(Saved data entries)

——

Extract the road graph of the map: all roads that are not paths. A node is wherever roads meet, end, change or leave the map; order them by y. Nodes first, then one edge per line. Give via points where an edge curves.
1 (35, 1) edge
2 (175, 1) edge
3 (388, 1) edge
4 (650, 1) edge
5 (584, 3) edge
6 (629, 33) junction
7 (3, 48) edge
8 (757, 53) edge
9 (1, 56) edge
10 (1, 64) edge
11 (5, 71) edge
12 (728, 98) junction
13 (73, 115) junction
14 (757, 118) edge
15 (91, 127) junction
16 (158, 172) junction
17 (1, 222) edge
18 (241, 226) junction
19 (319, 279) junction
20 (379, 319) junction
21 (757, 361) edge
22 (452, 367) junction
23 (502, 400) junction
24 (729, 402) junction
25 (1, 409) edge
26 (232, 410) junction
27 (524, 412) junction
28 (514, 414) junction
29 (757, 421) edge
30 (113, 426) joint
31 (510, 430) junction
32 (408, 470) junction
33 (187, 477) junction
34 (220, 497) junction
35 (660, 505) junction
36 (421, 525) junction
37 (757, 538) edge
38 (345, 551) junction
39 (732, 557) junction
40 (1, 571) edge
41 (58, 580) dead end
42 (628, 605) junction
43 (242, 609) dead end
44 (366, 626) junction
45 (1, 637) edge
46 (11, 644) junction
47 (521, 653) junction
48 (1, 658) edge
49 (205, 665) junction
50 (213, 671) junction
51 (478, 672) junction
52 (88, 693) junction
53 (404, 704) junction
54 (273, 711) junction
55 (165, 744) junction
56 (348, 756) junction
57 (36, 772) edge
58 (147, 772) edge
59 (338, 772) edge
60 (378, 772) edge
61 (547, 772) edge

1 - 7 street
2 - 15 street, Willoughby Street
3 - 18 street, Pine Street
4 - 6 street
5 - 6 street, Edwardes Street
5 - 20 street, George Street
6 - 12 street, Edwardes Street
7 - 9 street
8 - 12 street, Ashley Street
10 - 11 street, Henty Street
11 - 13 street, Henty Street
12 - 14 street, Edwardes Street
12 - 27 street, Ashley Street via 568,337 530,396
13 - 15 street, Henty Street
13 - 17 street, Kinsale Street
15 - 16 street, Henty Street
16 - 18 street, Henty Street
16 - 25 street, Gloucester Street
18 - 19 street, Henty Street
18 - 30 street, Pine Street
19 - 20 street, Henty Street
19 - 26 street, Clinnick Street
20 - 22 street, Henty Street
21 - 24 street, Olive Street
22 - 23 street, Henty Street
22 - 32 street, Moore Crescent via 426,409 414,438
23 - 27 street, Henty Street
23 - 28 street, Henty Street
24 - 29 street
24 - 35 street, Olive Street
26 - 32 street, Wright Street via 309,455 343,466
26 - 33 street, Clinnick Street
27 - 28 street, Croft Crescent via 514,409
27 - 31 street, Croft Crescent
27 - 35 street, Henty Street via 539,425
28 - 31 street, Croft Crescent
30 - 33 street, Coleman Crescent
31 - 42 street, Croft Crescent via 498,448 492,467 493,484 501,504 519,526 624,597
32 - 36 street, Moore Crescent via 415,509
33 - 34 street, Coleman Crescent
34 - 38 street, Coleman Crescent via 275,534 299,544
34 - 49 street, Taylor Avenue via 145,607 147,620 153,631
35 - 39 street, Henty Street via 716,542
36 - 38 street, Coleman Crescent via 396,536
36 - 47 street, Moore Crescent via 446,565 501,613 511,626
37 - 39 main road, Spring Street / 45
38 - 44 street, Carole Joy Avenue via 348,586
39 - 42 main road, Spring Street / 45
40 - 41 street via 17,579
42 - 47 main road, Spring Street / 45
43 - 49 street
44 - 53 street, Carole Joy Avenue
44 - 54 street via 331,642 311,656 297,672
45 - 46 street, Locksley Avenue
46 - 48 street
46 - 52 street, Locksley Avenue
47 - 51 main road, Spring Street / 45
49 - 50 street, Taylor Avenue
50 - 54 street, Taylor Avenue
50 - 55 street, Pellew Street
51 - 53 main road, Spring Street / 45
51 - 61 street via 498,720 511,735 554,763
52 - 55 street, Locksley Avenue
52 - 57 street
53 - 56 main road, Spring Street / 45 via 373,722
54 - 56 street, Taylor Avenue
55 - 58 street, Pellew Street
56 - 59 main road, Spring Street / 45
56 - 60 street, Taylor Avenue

——

> _Exercise requirements_
The required output is each line of the entries that contains the word "main".

> _Exercise response_
37 - 39 main road, Spring Street / 45
39 - 42 main road, Spring Street / 45
42 - 47 main road, Spring Street / 45
47 - 51 main road, Spring Street / 45
51 - 53 main road, Spring Street / 45
53 - 56 main road, Spring Street / 45 via 373,722
56 - 59 main road, Spring Street / 45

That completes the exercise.